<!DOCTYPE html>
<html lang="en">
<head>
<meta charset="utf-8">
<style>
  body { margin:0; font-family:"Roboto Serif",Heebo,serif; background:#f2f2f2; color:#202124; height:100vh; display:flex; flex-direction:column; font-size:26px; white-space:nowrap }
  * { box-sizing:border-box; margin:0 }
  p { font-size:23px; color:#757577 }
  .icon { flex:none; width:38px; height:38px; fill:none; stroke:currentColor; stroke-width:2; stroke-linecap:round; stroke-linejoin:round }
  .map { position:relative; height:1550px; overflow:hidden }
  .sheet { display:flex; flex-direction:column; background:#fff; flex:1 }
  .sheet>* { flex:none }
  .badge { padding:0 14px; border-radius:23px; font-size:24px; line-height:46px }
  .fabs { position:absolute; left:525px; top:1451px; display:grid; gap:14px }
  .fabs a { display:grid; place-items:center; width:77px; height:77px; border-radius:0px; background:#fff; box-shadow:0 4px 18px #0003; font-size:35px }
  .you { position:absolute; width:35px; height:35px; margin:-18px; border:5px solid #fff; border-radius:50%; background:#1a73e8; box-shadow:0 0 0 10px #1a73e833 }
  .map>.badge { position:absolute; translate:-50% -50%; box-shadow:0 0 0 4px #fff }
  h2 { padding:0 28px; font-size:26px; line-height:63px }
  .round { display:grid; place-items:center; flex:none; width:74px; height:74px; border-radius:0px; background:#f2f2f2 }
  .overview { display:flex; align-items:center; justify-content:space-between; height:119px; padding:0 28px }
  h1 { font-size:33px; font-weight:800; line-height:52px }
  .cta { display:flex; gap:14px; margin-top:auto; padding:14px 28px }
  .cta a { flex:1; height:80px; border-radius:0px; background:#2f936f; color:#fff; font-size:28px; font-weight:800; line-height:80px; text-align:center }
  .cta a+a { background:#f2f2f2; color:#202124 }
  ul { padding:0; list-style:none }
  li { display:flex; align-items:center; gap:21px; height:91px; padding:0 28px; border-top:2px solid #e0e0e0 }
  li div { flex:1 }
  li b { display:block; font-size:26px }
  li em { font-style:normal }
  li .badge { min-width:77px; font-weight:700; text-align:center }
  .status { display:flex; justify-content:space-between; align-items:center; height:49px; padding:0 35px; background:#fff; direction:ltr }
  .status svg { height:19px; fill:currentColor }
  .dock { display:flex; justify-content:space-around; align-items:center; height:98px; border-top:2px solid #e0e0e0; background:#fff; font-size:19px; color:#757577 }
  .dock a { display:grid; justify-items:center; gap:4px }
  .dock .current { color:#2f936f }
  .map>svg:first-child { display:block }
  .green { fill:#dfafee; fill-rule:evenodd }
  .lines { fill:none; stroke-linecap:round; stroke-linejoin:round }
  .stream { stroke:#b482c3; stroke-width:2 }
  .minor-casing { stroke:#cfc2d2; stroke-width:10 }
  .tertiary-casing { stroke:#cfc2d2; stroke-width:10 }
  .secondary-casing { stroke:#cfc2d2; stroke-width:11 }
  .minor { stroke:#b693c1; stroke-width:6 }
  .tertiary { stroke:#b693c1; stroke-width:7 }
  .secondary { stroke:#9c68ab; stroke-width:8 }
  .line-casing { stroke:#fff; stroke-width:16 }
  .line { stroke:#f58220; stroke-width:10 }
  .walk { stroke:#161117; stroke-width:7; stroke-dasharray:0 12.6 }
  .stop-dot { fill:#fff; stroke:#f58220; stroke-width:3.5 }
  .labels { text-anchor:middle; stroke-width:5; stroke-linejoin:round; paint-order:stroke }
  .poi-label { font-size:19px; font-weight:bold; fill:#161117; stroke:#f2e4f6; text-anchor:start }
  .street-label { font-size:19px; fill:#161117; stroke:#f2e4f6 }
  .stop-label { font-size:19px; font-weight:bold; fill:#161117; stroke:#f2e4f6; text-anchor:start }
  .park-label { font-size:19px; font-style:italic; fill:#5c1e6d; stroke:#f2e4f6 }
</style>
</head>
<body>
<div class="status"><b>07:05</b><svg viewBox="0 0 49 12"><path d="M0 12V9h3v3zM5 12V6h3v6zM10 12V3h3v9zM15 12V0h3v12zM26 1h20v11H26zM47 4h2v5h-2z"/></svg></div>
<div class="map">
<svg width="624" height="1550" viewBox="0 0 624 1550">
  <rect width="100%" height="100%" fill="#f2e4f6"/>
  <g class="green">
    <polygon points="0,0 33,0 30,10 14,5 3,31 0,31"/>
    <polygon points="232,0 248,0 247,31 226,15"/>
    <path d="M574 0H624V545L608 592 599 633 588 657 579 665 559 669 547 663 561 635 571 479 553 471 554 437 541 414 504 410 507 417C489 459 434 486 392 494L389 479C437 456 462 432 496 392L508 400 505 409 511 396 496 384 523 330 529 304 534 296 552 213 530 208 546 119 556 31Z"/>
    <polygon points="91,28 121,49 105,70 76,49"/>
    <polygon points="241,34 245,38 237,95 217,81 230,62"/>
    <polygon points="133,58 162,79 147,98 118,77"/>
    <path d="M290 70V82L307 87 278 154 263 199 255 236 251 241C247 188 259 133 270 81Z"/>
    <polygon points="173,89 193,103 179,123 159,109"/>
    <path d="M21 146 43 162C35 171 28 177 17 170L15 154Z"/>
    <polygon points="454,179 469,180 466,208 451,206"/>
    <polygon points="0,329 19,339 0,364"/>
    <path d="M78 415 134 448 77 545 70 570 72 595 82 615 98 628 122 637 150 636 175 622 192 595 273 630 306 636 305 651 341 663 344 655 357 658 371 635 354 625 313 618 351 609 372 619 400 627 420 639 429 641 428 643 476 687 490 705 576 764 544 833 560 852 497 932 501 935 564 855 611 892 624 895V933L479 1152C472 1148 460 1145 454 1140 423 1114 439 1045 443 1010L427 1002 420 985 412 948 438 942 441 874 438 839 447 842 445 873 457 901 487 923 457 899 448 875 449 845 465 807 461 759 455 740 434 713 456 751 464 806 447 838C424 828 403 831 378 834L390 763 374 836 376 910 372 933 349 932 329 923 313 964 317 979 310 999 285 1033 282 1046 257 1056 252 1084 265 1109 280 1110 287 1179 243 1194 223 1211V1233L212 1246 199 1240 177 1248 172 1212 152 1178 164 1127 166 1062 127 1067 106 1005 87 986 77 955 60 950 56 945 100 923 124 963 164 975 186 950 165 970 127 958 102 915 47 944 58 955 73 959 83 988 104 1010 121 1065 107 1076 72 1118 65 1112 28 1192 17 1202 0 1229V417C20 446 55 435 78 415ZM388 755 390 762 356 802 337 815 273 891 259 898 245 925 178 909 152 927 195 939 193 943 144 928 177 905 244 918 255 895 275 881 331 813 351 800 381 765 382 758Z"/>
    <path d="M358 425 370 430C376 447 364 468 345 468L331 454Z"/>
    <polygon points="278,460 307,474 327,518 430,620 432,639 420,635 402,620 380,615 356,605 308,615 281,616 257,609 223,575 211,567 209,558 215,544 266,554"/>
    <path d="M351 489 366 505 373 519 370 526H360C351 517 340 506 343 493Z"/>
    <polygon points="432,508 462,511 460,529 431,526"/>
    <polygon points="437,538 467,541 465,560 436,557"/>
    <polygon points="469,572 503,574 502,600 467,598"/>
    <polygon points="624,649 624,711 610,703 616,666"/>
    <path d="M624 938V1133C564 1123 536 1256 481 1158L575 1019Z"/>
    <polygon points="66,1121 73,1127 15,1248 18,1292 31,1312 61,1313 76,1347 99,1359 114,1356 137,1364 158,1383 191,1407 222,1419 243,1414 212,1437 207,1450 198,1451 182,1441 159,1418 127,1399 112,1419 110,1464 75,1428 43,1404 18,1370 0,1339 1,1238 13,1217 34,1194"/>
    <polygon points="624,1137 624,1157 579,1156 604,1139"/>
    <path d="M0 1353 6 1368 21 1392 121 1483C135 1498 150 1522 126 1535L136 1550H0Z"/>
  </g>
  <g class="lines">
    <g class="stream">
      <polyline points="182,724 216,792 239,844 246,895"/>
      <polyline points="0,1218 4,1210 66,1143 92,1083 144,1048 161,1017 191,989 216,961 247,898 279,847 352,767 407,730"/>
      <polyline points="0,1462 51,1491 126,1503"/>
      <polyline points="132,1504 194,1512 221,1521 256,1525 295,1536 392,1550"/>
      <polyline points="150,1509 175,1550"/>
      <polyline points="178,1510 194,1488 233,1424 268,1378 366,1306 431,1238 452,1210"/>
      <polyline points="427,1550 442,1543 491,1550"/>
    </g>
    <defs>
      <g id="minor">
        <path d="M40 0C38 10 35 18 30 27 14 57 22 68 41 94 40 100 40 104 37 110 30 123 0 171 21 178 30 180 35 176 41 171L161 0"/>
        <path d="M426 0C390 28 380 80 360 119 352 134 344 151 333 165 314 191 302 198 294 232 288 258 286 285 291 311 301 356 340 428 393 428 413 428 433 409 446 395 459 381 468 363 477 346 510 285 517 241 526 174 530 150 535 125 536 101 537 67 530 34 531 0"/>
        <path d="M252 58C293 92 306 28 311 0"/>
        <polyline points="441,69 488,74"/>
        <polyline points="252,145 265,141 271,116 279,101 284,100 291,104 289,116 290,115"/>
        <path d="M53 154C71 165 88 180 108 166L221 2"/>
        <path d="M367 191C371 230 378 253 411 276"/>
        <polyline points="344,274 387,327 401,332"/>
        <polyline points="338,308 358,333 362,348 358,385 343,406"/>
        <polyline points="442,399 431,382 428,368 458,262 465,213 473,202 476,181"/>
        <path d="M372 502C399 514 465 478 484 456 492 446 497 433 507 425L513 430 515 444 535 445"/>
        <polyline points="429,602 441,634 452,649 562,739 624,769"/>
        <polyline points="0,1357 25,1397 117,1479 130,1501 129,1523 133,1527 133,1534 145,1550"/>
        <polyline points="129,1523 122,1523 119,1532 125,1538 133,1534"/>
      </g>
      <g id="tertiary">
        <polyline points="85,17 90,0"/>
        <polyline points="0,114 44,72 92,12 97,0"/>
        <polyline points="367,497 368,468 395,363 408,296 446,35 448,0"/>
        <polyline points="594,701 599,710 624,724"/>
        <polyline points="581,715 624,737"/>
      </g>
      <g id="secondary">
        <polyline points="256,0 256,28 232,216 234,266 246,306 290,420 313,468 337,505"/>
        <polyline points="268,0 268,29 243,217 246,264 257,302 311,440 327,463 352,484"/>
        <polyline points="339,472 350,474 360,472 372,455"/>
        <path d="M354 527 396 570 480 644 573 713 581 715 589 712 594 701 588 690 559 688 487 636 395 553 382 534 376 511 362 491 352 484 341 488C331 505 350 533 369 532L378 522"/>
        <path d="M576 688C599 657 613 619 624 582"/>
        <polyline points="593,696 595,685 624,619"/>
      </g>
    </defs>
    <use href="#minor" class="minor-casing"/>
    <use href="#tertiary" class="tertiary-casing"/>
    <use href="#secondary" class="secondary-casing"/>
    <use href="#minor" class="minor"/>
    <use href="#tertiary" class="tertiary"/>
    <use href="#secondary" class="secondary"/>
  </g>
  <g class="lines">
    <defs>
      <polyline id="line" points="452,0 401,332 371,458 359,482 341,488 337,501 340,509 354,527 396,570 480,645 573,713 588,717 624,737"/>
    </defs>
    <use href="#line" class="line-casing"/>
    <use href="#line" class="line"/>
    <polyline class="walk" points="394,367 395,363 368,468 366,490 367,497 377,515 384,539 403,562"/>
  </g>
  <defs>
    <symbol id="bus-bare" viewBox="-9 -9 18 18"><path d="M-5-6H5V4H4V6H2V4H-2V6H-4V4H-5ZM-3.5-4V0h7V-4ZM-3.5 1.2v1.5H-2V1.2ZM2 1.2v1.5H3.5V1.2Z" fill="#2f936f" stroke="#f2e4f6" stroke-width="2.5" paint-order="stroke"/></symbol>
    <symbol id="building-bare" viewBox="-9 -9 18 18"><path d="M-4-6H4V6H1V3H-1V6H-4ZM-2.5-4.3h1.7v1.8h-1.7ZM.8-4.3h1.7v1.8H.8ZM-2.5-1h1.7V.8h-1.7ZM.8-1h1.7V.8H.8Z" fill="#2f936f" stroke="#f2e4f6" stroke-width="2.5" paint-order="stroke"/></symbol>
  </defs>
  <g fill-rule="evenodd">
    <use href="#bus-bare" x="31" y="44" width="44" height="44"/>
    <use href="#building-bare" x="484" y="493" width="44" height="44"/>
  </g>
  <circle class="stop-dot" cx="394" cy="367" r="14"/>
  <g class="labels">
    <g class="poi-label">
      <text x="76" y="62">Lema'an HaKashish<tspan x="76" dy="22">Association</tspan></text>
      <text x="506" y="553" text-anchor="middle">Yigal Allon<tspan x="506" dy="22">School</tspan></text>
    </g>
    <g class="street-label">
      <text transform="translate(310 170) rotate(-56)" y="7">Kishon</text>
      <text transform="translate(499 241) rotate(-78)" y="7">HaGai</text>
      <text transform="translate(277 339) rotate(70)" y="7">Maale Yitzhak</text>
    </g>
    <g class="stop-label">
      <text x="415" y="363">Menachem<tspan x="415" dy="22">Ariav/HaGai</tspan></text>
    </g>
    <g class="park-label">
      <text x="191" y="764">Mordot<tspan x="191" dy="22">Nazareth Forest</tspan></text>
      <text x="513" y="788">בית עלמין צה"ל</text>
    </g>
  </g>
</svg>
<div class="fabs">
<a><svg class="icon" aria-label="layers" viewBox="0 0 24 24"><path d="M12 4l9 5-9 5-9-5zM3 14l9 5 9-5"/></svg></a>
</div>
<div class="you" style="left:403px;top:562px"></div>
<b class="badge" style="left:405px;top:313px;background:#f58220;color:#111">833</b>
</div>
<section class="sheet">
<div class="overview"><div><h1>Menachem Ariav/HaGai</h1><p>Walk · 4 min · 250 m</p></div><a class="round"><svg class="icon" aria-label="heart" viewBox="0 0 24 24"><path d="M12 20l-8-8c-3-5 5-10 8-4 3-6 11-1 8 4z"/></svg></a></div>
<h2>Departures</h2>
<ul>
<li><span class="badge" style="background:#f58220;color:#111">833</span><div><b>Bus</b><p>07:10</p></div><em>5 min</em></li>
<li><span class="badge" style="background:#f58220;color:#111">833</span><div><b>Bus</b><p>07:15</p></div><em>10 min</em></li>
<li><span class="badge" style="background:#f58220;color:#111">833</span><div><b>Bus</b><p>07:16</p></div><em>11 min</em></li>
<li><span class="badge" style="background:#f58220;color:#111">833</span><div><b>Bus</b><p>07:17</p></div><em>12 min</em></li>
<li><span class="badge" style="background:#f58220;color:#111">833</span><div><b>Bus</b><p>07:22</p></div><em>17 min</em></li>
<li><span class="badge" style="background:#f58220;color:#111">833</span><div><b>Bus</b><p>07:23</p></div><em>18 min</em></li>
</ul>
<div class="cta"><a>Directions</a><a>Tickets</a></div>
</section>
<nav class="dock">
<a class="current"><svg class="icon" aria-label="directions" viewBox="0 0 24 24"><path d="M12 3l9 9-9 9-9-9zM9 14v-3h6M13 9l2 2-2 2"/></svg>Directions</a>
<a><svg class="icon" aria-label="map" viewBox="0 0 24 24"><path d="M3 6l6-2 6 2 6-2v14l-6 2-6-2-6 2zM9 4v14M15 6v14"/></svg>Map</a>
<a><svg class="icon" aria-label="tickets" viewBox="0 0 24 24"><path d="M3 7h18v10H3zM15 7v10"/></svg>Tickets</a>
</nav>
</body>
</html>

● Aim of the task: Beginning at the opening line of the data, transcribe each line exactly until you reach the line with "background:#f2f2f2; color:#202124; height:100vh;", which you also include, and go no further.

● Result below:
<!DOCTYPE html>
<html lang="en">
<head>
<meta charset="utf-8">
<style>
  body { margin:0; font-family:"Roboto Serif",Heebo,serif; background:#f2f2f2; color:#202124; height:100vh; display:flex; flex-direction:column; font-size:26px; white-space:nowrap }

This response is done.